Imagine the irony of members of Congress- siding with a band of outlaws who refuse to recognize the federal government's authority.

An article from the Center for American Progress points out how deep this conspiracy actually goes.
A growing fringe of right-wing politicians share Bundy’s belief that the U.S. government has no legitimate authority over federal lands and that those lands should be either seized by the states or sold off to the highest bidder.

Members of this right-wing movement... are bound by shared support for at least one of three radical ideas—each of which Bundy propagated during his “range war” against the federal government:
  • U.S. taxpayer-owned land should be sold or seized.
  • The federal government has no valid authority over federal lands in states, and county sheriffs are the only rightful law enforcement authority.
  • Citizens should challenge federal policies by defying the law on federal lands.
In one particular way, it is easier for the average citizen to engage in anti-government protests than elected members of Congress. 
Why? 
Because, as a part of their swearing in, members of Congress have pledged allegiance - irrevocably- to the Constitution. Declaring war against the government and its authority is clearly a violation of that oath.
I do solemnly swear that I will support and defend the Constitution of the United States against all enemies, foreign and domestic; that I will bear true faith and allegiance to the same; that I will take this obligation freely, without any mental reservation or purpose of evasion, and that I will well and faithfully discharge the duties of the office on which I am about to enter. So help me God.
Here is the list of the 15 members of Congress who support the state seizure/ sell-off of federal land.
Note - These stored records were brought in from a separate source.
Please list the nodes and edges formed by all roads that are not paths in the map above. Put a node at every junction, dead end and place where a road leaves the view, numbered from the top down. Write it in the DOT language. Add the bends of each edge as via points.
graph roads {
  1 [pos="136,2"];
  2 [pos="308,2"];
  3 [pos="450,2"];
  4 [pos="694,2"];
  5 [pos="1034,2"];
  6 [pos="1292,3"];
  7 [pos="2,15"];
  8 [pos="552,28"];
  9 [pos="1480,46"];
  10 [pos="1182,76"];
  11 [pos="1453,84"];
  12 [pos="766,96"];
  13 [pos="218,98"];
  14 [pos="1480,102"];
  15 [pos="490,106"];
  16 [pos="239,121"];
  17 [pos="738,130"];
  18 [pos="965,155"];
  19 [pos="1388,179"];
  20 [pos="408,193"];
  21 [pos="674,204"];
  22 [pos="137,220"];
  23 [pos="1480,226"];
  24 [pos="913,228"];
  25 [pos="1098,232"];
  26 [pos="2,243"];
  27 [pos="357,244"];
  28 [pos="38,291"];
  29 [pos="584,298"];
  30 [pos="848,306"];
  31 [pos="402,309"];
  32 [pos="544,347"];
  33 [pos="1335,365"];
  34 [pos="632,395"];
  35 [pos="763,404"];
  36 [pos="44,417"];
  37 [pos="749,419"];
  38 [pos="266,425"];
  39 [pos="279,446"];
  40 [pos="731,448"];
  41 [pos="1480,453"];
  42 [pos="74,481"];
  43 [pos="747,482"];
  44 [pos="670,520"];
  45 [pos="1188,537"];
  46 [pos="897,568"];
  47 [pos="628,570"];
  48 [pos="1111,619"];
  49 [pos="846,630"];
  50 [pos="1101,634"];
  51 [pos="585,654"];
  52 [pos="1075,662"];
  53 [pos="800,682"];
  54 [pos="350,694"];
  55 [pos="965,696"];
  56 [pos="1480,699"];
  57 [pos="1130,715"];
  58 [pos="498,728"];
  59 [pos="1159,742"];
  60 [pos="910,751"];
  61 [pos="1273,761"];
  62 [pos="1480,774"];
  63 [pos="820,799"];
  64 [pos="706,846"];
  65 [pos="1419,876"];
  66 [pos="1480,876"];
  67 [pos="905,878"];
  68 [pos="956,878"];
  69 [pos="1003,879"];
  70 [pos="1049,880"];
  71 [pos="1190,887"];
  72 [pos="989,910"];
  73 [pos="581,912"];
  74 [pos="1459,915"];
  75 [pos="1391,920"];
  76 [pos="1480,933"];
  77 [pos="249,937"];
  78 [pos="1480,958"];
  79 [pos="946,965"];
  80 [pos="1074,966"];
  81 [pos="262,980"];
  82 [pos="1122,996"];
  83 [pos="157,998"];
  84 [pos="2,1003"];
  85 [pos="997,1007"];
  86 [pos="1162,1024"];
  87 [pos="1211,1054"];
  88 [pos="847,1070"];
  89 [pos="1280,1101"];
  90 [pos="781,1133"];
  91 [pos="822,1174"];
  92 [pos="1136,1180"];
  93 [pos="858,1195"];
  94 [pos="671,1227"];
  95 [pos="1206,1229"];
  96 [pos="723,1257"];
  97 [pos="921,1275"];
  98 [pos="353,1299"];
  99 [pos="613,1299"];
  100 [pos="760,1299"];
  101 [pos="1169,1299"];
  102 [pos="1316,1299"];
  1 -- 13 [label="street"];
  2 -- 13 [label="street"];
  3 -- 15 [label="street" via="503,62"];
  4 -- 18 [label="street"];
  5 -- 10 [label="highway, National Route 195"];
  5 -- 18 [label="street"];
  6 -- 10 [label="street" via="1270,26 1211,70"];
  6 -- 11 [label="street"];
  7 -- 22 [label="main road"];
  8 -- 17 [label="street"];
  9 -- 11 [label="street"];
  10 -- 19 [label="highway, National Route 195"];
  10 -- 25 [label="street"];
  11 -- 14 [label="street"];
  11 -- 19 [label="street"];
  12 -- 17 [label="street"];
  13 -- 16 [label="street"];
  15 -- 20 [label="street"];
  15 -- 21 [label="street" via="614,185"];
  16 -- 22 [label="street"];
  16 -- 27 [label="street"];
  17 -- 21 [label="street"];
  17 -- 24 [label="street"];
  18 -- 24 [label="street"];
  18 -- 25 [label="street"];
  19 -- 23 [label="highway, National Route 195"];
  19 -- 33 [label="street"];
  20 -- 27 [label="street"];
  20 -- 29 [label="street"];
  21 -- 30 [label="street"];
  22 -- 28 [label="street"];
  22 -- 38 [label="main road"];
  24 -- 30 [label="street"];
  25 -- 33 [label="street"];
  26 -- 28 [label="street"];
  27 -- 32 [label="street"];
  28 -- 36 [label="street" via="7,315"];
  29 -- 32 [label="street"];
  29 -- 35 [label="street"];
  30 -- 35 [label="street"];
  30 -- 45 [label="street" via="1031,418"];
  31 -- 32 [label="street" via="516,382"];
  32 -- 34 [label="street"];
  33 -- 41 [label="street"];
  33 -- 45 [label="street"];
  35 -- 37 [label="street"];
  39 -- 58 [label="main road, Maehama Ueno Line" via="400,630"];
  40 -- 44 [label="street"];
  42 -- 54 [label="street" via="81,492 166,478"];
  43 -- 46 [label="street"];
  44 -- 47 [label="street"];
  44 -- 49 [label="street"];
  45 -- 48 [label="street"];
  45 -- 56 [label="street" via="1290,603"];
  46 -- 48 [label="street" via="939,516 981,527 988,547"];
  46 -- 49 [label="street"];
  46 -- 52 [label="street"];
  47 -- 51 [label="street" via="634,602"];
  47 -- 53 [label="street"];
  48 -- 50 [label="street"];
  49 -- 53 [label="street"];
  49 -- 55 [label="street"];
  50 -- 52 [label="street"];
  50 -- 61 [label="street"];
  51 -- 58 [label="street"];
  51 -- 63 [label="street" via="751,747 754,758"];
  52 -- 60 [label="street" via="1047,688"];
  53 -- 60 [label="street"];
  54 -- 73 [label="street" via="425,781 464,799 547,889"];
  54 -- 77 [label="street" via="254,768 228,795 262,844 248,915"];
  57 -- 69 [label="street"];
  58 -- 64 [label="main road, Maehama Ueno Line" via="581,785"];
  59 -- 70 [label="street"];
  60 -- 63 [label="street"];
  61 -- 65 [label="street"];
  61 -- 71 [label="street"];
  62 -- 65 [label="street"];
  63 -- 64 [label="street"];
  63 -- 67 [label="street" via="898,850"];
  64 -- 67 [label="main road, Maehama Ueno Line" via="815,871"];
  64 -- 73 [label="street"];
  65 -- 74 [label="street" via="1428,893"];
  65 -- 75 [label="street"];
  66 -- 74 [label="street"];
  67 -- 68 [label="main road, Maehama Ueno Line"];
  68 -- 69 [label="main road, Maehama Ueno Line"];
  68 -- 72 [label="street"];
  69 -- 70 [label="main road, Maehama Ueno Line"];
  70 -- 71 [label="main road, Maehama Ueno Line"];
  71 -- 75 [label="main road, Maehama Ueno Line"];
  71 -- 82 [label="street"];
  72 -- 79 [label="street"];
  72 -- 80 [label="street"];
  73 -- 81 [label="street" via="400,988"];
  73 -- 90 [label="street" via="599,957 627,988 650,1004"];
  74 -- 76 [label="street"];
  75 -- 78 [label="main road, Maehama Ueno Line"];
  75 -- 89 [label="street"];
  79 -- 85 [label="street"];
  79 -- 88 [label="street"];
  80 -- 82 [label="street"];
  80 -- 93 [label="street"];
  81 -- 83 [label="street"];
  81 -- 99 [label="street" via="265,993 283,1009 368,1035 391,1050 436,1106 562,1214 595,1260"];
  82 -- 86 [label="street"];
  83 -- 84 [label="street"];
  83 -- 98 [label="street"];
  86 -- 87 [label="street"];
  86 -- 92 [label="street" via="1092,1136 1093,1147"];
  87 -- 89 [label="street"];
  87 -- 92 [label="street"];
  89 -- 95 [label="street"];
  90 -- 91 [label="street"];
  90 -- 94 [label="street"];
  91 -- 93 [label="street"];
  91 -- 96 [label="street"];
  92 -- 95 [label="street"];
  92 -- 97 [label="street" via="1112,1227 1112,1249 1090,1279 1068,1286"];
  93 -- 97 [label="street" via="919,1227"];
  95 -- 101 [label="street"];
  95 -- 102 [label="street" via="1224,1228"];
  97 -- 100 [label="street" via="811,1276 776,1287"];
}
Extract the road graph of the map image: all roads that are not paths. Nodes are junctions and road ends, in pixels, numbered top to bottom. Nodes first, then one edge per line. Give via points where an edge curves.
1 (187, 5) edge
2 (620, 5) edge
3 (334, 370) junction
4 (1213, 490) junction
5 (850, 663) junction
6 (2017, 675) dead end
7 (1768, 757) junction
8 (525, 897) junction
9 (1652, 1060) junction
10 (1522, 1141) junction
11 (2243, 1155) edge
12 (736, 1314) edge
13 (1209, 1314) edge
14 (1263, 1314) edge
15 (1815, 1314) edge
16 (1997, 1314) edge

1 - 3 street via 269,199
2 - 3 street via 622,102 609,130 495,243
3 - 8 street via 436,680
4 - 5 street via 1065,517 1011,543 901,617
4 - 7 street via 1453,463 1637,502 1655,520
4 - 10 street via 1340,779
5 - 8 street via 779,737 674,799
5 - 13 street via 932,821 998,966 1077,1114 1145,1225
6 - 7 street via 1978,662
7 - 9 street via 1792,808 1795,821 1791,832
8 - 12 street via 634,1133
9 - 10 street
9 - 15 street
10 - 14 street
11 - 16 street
Having subverted first state government, and then  members of Congress, the robber barons have apparently chosen candidate Cruz to put the power of the executive branch under absolute corporate control. 

If elected, the national treasure- its national park system- would very likely come under the hammer. After that,  pristine areas that once belonged to everybody will become only a fairy tale to tell the future generations.